The model was trained at 1280px; the manifest sets the recommended defaults
of imgsz=1280, conf=0.10, iou=0.10. You can override the confidence
threshold and other Ultralytics arguments at load time:
model = foz.load_zoo_model(
"docling-project/ScreenParser",
confidence_thresh=0.25,
overrides={"iou": 0.10, "imgsz": 1280},
)The current main checkpoint was trained on ScreenParse v2, which provides 1,447,100 high-quality training screenshots and 25,575,213 UI element annotations. The dataset uses filtered leaf-element annotations to reduce noisy nested boxes and includes multiple viewport resolutions.
-
Produces bounding boxes and element labels only; it does not produce text content for detected elements. Pair it with OCR or ScreenVLM when text extraction is needed.
-
The model is trained on rendered web screenshots, so performance may vary on native desktop, mobile, or application screenshots outside the training distribution.
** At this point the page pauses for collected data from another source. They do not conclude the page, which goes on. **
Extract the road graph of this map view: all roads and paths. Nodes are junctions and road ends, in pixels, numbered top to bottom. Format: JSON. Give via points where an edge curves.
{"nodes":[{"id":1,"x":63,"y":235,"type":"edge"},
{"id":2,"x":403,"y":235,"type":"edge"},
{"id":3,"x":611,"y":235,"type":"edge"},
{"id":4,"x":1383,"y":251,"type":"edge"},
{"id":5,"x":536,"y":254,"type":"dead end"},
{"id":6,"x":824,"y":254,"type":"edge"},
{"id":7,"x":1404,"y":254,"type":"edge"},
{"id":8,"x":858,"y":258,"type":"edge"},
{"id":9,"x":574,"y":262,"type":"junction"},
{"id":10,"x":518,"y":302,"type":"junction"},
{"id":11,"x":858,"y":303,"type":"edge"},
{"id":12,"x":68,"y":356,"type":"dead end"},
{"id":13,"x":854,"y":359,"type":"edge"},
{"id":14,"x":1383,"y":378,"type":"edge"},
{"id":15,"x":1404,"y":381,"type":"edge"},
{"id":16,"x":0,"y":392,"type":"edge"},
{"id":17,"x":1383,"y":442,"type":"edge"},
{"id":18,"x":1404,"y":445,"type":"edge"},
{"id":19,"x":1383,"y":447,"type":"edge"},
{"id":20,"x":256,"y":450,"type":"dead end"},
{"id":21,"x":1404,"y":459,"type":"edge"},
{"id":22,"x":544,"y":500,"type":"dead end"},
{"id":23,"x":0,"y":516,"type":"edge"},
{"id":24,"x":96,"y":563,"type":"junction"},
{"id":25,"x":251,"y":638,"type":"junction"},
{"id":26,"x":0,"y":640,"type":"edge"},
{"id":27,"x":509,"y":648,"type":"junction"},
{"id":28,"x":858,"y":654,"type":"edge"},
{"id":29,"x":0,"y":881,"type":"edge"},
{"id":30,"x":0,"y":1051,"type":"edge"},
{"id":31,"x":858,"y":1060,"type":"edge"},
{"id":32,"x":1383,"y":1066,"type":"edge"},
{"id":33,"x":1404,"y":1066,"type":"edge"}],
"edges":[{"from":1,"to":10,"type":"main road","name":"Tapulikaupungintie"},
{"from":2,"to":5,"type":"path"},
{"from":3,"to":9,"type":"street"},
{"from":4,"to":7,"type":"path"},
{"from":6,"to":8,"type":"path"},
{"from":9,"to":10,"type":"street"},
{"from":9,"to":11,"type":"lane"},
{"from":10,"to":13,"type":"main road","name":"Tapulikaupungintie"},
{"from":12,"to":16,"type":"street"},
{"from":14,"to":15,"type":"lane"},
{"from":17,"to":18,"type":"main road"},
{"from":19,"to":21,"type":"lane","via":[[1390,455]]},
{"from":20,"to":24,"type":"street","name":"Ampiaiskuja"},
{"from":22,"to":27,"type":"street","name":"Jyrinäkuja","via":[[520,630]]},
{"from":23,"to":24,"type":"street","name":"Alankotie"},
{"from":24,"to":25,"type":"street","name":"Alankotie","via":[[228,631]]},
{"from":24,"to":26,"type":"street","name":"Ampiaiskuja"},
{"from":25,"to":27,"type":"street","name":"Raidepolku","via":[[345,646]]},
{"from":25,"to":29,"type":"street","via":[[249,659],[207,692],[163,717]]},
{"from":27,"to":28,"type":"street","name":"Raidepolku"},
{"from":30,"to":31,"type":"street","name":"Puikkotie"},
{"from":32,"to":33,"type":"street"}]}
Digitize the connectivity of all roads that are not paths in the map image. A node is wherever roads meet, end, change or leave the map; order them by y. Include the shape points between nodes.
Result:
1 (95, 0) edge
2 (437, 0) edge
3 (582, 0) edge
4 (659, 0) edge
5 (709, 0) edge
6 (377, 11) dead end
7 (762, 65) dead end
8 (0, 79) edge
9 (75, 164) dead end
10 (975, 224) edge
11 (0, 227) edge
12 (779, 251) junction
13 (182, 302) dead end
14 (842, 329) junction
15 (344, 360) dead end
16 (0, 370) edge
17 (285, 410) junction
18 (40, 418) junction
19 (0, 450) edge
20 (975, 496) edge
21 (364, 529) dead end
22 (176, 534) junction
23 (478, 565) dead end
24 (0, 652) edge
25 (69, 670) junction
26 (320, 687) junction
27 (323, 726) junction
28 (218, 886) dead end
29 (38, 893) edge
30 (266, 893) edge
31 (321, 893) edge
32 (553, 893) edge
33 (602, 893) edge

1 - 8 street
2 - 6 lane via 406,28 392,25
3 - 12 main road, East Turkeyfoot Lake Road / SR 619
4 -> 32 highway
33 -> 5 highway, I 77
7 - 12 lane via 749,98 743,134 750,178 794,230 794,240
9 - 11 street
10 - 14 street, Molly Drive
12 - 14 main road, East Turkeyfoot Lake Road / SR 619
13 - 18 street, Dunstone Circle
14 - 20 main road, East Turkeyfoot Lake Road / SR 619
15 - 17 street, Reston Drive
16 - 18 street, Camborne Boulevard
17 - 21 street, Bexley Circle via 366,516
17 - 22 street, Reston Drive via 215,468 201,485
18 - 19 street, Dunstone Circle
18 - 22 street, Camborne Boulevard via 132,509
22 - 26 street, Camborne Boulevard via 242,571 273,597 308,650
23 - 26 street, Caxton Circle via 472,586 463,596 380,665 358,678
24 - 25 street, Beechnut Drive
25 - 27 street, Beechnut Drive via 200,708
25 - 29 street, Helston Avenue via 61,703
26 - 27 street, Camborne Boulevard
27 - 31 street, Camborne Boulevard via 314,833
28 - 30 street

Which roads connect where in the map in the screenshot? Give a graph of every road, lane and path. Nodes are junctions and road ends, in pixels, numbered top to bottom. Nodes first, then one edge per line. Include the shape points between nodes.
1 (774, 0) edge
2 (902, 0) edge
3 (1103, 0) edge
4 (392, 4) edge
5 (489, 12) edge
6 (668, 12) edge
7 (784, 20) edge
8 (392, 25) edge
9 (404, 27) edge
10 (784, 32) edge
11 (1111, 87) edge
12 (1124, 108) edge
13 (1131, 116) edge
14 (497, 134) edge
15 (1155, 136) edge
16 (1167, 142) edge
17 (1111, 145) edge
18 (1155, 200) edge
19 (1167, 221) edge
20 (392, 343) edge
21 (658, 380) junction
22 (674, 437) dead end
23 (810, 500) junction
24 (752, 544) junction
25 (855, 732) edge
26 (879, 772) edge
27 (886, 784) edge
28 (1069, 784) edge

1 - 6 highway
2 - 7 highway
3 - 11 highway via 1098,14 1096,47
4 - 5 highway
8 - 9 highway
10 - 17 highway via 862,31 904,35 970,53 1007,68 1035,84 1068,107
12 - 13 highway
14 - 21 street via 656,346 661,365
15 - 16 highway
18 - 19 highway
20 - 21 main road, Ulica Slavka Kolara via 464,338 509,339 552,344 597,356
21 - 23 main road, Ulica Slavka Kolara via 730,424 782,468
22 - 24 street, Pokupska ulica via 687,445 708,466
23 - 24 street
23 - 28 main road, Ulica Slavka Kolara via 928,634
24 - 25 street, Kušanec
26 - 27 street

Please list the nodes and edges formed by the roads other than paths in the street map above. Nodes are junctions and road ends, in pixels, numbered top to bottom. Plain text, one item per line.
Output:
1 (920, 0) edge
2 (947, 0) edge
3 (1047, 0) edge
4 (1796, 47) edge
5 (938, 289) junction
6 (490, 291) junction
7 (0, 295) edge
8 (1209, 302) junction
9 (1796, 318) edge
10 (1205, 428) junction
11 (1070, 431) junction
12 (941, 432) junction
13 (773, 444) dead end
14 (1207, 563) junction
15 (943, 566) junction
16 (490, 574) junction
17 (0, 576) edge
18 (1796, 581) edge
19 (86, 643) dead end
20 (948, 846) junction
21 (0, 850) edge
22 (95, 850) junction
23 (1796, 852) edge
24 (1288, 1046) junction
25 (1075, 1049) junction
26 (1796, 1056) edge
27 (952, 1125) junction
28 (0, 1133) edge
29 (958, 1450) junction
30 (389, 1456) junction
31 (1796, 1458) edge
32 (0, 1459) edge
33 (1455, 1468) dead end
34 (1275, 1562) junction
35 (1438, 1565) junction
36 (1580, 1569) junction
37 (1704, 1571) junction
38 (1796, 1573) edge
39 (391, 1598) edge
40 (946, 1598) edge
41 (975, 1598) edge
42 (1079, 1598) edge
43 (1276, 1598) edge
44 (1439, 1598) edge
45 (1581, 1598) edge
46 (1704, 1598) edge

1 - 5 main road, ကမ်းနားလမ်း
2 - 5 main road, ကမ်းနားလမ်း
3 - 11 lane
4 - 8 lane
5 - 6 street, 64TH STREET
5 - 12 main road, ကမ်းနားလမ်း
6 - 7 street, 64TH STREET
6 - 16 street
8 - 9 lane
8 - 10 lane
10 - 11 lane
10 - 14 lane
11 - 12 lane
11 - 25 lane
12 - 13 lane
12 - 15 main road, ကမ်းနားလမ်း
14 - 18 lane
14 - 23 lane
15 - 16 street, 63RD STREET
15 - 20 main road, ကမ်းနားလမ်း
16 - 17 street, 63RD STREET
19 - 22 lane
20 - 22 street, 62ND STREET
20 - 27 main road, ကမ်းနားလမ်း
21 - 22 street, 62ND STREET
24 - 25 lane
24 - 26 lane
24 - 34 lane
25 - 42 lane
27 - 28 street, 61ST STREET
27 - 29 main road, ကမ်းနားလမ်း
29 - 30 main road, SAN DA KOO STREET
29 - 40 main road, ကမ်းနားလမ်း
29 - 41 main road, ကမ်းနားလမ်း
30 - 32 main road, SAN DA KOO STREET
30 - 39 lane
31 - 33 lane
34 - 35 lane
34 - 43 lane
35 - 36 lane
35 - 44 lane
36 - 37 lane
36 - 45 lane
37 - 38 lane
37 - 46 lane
Expand for the full class list
- Table
- Column/Browser
- Button
- Utility Button
- App Icon
- Navigation Bar
- Status Bar
- Search Field
- Toolbar
- Tooltip
- Video
- Tab Bar
- Side Bar
- Slider
- Picker
- ContextMenu
- DockMenu
- EditMenu
- Image
- Scroll
- Switch
- File Icon
- Chart
- Window
- Screen
- List
- List Item
- PopUp Menu
- Steppers
- Toggles
- Text Input
- Rating Indicator
- Checkbox
- Radiobox
- Select
- Avatar
- Badge
- Alert
- Progress bar
- Bottom navigation
- Breadcrumb
- Page control
- Link
- Menu
- Pagination
- Tab
- Search Bar
- Date-Time picker
- Calendar
- Text
- Heading
- Code snippet
- Carousel
- Notification
- Logo
The ScreenParser FiftyOne integration source is released under the Apache-2.0 license. See the model card for details about the docling-project license of the model weights.